- Born: 3 October 1936
- Education: Bedford Modern School
- Known for: Director of Fundraising, Conservative Central Office (1995–96)

= Jeffery John Mumford Speed =

Jeffery John Mumford Speed CBE FRSA FInstLM FRGS (born 3 October 1936) was Director of Fundraising and the Treasurer's Department at Conservative Central Office (1995–96). Speed was described as the "ultimate party worker", a party stalwart, and he was credited with turning around the party's finances, wiping-out over twelve million pounds in the party's deficit and building-up the party coffers before the 1996 elections.

==Early life==
Jeffery John Mumford Speed was born on 3 October 1936, the son of Herbert Victor Speed and Dorothy Barbara Speed (née Mumford). He was educated at Bedford Modern School.

==Career==
Speed started his career in commerce with General Motors before being made a Conservative Party Agent (1965–78). He was election agent for the Rt Hon. Iain MacLeod (1970); Cecil Parkinson (1970); and the Rt Hon. Edward Heath (1974).

Speed held a number of positions at Conservative Central Office including Director of Constituency Services (1993–95) before becoming the Director of Fundraising (1995–96). Speed was described as the "ultimate party worker", a party stalwart, and he was credited with turning around the party's finances, wiping-out over twelve million pounds in the party's deficit and building-up the party coffers before the 1996 elections.
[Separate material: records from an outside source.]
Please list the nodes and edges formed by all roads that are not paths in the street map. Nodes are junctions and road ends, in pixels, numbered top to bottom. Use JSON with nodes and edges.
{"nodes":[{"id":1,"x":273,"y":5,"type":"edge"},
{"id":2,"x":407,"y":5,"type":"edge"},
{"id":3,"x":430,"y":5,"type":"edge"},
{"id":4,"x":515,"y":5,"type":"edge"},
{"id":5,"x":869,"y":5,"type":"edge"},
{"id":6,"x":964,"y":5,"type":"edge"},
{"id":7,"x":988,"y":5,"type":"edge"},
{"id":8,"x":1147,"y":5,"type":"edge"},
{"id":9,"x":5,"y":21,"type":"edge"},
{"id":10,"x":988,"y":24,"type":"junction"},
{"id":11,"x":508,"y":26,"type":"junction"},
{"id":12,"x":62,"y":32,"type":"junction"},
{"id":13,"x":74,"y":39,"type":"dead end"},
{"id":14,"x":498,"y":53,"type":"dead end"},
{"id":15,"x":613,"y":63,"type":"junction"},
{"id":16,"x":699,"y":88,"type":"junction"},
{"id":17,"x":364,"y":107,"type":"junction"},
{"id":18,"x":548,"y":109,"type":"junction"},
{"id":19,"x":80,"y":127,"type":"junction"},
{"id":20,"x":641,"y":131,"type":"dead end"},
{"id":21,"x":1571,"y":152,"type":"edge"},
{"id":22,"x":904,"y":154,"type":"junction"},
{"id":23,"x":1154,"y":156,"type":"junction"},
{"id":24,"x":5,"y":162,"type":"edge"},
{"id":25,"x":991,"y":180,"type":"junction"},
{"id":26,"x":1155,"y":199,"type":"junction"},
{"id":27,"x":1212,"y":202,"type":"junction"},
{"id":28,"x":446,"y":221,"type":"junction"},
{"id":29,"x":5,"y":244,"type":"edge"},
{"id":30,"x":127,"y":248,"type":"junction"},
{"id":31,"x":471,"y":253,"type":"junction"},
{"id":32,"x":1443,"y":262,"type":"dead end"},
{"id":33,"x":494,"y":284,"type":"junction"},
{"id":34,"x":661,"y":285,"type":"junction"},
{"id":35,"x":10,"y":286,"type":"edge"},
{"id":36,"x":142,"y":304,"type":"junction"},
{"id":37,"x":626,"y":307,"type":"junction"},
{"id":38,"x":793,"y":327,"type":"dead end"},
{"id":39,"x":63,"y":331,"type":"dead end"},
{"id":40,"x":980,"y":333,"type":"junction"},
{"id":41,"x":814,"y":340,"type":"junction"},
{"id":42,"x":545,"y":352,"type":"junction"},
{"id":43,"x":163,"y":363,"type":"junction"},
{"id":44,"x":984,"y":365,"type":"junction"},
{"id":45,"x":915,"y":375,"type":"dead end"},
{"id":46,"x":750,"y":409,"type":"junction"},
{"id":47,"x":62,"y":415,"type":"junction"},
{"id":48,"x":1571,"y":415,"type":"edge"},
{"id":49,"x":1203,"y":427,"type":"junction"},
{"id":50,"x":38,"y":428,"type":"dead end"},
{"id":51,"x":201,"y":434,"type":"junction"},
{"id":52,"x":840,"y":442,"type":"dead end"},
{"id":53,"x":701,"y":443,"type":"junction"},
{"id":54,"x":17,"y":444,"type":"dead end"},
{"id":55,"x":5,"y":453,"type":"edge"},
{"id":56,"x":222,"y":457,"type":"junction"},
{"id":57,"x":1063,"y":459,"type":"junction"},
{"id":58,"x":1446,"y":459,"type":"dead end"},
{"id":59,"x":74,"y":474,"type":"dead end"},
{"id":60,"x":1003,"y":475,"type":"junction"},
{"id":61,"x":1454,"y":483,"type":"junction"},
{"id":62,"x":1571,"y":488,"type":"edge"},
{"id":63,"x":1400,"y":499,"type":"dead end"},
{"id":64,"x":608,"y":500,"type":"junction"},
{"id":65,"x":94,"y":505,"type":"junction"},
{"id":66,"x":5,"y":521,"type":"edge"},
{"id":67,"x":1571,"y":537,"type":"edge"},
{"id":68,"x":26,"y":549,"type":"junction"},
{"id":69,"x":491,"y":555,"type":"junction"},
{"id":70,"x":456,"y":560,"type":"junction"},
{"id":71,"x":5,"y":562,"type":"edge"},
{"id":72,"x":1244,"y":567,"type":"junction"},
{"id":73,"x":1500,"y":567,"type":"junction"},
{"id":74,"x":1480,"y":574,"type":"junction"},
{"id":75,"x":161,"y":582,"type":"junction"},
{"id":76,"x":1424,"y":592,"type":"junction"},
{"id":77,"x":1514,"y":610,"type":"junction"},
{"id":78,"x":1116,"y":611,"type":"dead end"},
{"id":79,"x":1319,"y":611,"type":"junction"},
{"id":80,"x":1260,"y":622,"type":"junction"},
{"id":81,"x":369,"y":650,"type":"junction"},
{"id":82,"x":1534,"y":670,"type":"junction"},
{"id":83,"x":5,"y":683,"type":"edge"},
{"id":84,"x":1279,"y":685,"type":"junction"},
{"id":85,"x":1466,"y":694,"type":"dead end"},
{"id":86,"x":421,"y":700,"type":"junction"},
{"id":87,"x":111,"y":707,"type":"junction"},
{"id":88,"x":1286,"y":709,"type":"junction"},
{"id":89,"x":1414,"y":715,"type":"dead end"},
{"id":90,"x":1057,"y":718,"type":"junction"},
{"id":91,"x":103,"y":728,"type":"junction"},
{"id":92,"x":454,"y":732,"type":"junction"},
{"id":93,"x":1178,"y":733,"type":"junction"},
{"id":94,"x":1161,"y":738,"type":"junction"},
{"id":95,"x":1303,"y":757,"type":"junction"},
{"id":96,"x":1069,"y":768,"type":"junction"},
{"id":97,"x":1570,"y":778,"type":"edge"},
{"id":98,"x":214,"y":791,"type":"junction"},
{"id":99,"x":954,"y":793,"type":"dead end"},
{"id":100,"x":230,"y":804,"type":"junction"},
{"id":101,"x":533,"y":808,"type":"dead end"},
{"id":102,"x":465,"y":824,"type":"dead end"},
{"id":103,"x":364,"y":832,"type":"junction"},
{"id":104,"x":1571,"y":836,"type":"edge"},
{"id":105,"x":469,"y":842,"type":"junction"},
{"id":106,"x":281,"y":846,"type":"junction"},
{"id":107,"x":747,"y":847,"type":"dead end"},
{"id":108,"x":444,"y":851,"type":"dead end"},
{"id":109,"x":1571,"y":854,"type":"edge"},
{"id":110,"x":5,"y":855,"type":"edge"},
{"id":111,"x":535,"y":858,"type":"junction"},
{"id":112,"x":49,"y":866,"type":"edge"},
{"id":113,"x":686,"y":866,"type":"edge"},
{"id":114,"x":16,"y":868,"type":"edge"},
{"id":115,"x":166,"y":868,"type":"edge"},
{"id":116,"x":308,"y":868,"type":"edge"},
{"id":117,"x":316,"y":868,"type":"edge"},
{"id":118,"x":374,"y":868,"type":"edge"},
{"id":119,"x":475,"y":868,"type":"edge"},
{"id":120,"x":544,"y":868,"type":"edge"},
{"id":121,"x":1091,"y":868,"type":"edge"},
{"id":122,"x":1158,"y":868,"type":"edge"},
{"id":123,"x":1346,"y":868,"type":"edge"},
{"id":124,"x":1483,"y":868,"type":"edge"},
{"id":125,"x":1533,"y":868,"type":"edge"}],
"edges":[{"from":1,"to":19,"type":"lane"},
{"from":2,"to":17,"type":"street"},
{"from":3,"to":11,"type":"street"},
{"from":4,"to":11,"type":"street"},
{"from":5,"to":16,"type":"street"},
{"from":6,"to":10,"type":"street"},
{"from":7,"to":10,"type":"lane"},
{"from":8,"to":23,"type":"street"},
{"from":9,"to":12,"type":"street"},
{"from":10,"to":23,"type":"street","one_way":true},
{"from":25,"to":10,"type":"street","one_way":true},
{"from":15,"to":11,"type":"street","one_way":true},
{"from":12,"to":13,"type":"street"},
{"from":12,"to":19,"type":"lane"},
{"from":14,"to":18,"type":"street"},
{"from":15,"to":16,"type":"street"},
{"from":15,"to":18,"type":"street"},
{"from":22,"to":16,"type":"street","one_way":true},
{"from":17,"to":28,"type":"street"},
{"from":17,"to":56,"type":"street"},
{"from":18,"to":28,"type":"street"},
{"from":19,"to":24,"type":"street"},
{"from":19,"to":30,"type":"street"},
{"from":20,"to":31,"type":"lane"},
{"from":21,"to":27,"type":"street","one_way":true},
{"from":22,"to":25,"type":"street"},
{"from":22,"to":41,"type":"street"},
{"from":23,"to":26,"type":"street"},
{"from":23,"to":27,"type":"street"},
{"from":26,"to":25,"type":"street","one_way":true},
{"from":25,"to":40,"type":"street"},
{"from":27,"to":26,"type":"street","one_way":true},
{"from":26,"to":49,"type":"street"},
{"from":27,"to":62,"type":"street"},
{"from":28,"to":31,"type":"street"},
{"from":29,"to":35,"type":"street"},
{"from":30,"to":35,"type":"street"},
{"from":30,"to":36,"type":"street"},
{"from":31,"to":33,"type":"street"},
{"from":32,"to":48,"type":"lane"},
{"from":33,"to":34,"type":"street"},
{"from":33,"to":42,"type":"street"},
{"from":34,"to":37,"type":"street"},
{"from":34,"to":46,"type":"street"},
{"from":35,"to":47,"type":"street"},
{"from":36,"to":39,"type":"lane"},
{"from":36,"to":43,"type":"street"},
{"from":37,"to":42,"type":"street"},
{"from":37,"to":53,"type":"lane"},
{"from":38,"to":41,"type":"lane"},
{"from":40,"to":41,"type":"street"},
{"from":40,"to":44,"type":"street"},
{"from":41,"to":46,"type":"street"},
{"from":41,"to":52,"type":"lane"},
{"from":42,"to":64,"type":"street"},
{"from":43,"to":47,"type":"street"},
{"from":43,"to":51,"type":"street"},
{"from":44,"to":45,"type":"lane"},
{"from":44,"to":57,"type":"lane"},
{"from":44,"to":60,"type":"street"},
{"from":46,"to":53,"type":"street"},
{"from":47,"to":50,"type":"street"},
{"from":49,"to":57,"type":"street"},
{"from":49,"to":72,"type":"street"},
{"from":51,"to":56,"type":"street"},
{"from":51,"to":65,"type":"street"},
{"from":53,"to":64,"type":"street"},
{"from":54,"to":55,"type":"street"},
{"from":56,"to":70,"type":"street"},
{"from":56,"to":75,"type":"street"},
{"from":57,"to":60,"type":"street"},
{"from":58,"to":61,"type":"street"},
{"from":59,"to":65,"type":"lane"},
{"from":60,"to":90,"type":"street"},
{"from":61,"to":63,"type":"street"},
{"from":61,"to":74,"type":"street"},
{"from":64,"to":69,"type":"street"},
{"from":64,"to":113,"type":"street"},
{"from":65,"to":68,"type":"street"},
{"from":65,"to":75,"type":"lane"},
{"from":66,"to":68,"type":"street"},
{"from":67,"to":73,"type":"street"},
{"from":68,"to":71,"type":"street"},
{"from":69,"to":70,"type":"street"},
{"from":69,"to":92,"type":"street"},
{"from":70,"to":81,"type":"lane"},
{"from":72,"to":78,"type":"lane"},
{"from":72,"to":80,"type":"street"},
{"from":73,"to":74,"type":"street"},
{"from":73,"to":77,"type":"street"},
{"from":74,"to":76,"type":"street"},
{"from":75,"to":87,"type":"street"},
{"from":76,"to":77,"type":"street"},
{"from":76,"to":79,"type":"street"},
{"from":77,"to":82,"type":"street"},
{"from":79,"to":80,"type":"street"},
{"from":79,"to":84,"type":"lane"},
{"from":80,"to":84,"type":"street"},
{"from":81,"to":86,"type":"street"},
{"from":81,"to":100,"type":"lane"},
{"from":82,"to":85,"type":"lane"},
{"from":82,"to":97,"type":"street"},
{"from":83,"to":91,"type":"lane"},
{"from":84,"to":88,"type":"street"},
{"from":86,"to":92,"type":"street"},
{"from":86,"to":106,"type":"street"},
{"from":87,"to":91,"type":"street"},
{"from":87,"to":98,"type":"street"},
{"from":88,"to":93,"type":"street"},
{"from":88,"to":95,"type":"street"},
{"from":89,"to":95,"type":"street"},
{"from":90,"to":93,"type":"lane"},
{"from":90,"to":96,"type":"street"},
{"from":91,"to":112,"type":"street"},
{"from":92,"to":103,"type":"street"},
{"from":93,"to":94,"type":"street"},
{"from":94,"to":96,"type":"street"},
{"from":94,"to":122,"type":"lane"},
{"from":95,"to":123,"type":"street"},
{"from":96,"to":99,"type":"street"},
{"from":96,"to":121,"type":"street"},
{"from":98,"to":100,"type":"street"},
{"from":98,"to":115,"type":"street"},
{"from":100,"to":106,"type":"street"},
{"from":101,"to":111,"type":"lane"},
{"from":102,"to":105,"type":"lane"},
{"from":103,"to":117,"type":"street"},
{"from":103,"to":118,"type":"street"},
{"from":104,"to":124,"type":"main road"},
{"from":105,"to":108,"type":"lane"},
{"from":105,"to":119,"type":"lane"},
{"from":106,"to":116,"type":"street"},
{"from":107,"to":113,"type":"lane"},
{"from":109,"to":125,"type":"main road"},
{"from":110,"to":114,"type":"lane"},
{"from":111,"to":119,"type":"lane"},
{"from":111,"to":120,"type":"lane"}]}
He mysteriously resigned just before those elections, due, it was said, to a disagreement with Dr Brian Mawhinney, the Conservative Party Chairman.

==Awards and honours==
Speed is a Fellow of the Institute of Leadership and Management. He was made a Fellow of the Royal Society of Arts in 1993 and a Fellow of the Royal Geographical Society in 2003.

Speed was invested as a Commander of the Order of the British Empire in 1991.

==Personal life==
In 1985, Speed married Hilary Anne Busfield, daughter of the late Haley Busfield of Mayfield, Sussex. His interests include antique maps (especially those by John Speed), oenology, travel (particularly in Spain), musical theatre and film. He is a member of the Royal Over-Seas League.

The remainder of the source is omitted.